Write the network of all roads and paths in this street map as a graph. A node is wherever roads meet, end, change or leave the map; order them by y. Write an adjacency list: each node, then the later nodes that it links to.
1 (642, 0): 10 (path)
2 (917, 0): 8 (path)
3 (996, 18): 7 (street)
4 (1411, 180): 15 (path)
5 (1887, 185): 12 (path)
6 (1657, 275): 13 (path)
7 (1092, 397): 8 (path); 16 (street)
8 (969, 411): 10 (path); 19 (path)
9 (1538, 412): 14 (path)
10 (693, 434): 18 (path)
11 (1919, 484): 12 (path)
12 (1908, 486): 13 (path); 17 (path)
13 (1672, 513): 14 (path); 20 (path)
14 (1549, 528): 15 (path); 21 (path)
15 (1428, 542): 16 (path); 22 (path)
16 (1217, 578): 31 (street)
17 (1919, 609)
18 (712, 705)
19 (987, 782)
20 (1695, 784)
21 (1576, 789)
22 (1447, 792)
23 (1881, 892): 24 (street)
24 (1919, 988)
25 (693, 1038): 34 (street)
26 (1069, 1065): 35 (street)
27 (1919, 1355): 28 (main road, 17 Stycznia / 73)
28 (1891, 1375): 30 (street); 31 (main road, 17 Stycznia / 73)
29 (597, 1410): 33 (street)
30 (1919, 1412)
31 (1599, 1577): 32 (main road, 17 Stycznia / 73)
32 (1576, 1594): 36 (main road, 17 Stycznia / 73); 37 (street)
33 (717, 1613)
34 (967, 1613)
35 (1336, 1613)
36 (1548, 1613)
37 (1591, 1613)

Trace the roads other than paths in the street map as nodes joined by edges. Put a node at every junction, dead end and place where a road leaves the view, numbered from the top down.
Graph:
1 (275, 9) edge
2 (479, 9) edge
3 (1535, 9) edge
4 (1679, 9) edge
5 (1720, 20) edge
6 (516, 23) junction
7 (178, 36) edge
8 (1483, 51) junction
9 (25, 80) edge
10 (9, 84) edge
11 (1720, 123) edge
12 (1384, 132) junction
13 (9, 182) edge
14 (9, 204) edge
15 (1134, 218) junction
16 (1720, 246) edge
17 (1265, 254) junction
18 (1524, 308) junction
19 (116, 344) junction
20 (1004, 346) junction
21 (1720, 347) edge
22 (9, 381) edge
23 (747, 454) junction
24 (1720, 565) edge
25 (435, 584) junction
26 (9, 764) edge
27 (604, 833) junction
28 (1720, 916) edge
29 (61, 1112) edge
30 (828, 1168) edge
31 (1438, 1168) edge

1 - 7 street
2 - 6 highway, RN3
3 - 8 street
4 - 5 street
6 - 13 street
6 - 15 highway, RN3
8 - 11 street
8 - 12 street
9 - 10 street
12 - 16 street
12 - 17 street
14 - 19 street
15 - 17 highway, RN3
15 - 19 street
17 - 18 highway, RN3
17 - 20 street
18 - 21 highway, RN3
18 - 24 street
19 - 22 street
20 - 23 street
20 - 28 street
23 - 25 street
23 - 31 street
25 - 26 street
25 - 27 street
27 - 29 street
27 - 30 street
********************
Task directions — Could you please retype the lines from the start of the data through the line with "Trace the roads", both included, and nothing else?

Problem solution —
Write the network of all roads and paths in this street map as a graph. A node is wherever roads meet, end, change or leave the map; order them by y. Write an adjacency list: each node, then the later nodes that it links to.
1 (642, 0): 10 (path)
2 (917, 0): 8 (path)
3 (996, 18): 7 (street)
4 (1411, 180): 15 (path)
5 (1887, 185): 12 (path)
6 (1657, 275): 13 (path)
7 (1092, 397): 8 (path); 16 (street)
8 (969, 411): 10 (path); 19 (path)
9 (1538, 412): 14 (path)
10 (693, 434): 18 (path)
11 (1919, 484): 12 (path)
12 (1908, 486): 13 (path); 17 (path)
13 (1672, 513): 14 (path); 20 (path)
14 (1549, 528): 15 (path); 21 (path)
15 (1428, 542): 16 (path); 22 (path)
16 (1217, 578): 31 (street)
17 (1919, 609)
18 (712, 705)
19 (987, 782)
20 (1695, 784)
21 (1576, 789)
22 (1447, 792)
23 (1881, 892): 24 (street)
24 (1919, 988)
25 (693, 1038): 34 (street)
26 (1069, 1065): 35 (street)
27 (1919, 1355): 28 (main road, 17 Stycznia / 73)
28 (1891, 1375): 30 (street); 31 (main road, 17 Stycznia / 73)
29 (597, 1410): 33 (street)
30 (1919, 1412)
31 (1599, 1577): 32 (main road, 17 Stycznia / 73)
32 (1576, 1594): 36 (main road, 17 Stycznia / 73); 37 (street)
33 (717, 1613)
34 (967, 1613)
35 (1336, 1613)
36 (1548, 1613)
37 (1591, 1613)

Trace the roads other than paths in the street map as nodes joined by edges. Put a node at every junction, dead end and place where a road leaves the view, numbered from the top down.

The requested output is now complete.